Rosalind Wulzen, famous for her research on this anti-stiffness factor, (now called the Wulzen Factor), discovered that it protects mammals from degenerative arthritis, hardening of the arteries, cataracts, and joint and pineal gland calcification. Young calves fed pasteurized or skim milk developed joint stiffness, but Wulzen found that these symptoms are reversed by adding raw butterfat to their diets.
Thus it became clear that the Wulzen Factor can be obtained only from raw butter, raw cream, and whole raw milk, and that pasteurization destroys it. Levels found can vary dramatically from extremely high (in milk from cows that eat rapidly growing grass), to low or non-existent in cows fed hay, grains, cottonseed, or soymeal feed.
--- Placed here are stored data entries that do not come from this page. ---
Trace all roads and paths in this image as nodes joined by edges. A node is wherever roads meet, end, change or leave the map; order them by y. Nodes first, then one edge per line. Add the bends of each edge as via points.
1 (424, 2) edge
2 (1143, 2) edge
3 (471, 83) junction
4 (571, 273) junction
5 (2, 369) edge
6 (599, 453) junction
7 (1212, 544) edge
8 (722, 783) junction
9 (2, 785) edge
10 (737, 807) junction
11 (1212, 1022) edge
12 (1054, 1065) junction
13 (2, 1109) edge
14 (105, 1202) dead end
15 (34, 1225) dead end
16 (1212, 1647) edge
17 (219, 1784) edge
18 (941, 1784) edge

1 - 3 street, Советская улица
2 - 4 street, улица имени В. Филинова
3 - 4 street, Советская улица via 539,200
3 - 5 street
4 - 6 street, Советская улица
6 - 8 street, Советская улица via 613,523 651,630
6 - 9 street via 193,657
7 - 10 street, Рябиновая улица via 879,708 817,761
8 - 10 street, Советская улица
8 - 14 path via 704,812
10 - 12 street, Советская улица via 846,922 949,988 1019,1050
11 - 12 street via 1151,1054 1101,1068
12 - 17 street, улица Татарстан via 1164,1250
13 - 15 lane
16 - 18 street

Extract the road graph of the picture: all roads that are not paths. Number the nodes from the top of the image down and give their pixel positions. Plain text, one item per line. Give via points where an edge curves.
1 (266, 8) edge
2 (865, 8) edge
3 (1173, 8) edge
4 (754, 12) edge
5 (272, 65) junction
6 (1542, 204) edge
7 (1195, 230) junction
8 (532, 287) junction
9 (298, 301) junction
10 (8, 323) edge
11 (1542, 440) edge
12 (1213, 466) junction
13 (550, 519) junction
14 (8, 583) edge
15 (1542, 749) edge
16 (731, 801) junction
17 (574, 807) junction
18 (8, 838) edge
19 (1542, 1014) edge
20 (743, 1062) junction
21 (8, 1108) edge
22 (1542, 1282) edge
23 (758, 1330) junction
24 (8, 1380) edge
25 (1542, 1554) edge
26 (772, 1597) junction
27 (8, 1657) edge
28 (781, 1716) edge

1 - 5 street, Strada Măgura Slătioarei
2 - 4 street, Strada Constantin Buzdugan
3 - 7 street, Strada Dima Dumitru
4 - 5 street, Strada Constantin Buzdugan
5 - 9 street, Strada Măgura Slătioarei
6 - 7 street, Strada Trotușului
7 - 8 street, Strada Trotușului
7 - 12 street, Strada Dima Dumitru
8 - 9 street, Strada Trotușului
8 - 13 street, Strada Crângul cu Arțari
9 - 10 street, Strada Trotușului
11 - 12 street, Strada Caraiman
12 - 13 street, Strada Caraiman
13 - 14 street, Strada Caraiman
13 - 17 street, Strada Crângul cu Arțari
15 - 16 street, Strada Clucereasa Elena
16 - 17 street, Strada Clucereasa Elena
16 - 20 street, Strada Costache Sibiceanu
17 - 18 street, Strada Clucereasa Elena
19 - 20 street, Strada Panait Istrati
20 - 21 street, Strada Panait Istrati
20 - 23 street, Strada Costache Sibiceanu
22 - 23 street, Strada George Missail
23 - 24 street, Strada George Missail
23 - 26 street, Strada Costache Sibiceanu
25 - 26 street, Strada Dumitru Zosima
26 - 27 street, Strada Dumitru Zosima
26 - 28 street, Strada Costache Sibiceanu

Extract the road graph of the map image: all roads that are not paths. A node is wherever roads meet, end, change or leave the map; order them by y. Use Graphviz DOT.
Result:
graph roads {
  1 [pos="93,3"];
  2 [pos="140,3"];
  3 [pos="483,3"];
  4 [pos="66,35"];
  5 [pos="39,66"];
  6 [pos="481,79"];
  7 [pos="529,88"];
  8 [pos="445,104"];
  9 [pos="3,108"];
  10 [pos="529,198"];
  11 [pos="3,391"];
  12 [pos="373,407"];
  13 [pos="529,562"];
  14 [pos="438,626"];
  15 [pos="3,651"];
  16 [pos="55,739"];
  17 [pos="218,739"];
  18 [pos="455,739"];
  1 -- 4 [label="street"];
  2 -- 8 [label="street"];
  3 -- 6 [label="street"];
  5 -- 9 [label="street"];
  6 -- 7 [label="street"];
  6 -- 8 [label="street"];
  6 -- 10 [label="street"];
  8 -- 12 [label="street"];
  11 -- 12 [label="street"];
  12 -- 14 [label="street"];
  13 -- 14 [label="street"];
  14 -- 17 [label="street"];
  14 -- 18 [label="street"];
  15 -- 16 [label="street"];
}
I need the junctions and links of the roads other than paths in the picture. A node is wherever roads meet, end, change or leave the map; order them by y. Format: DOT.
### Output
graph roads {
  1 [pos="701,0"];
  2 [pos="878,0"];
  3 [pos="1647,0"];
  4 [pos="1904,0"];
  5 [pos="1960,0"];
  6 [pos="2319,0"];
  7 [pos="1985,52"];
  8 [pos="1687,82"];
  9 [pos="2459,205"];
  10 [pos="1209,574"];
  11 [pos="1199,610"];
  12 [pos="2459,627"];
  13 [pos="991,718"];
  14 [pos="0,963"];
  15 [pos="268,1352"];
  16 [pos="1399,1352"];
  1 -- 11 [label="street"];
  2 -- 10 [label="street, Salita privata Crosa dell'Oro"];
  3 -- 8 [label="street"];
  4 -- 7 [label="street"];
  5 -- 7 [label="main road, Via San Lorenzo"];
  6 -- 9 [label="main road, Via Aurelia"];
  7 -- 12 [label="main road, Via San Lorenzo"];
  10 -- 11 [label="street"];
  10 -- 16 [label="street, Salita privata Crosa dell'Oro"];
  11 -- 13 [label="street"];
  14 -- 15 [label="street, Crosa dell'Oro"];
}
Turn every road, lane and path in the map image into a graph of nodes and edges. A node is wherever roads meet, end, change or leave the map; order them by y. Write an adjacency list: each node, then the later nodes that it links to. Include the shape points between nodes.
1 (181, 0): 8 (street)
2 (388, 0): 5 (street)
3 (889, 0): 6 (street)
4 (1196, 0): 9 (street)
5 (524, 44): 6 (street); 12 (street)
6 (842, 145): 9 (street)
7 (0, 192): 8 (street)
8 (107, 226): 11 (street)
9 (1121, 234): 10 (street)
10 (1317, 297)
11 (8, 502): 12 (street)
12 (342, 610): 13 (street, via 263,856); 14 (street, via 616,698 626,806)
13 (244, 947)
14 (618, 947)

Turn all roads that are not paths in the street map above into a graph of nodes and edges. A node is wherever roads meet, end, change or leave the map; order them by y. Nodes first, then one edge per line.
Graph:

With health awareness blossoming in the latter half of the 20th century, butter was soon blamed for everything from overweight and clogged arteries to contamination with growth hormones and oil-soluble pesticides (even though cattle grazing areas are generally unsprayed). The fact that plant oils, such as corn and soy used to make margarines, suffer as many as ten sprayings of pesticides and herbicides seasonally (and today, very high percentages of both are genetically modified), was rarely considered.
While it is likely true that all food sources are contaminated to some extent, organic raw butter is less likely than either corn or soy to contain pesticide and herbicide poisons or to be affected by GMOs. Another safe source of the anti-stiffness Wulzen factor is High-vitamin Butter Oil, which can be taken in capsules.
New diet trends are a way of life in America, but some can be unhealthy. Everyone today knows many around them with arthritis, and so many individuals with joint pain makes it obvious something has been missed. Perhaps it’s time for a simple dietary switch to make that pain go away--going back to real organic raw butter, raw milk, and animal fats from organically raised grass-fed farm animals.
Fortunately, these are increasingly available through local health food stores, farmer’s markets, organic sections in supermarkets, and via the internet. Raw butter is also quite simple to make at home from raw milk.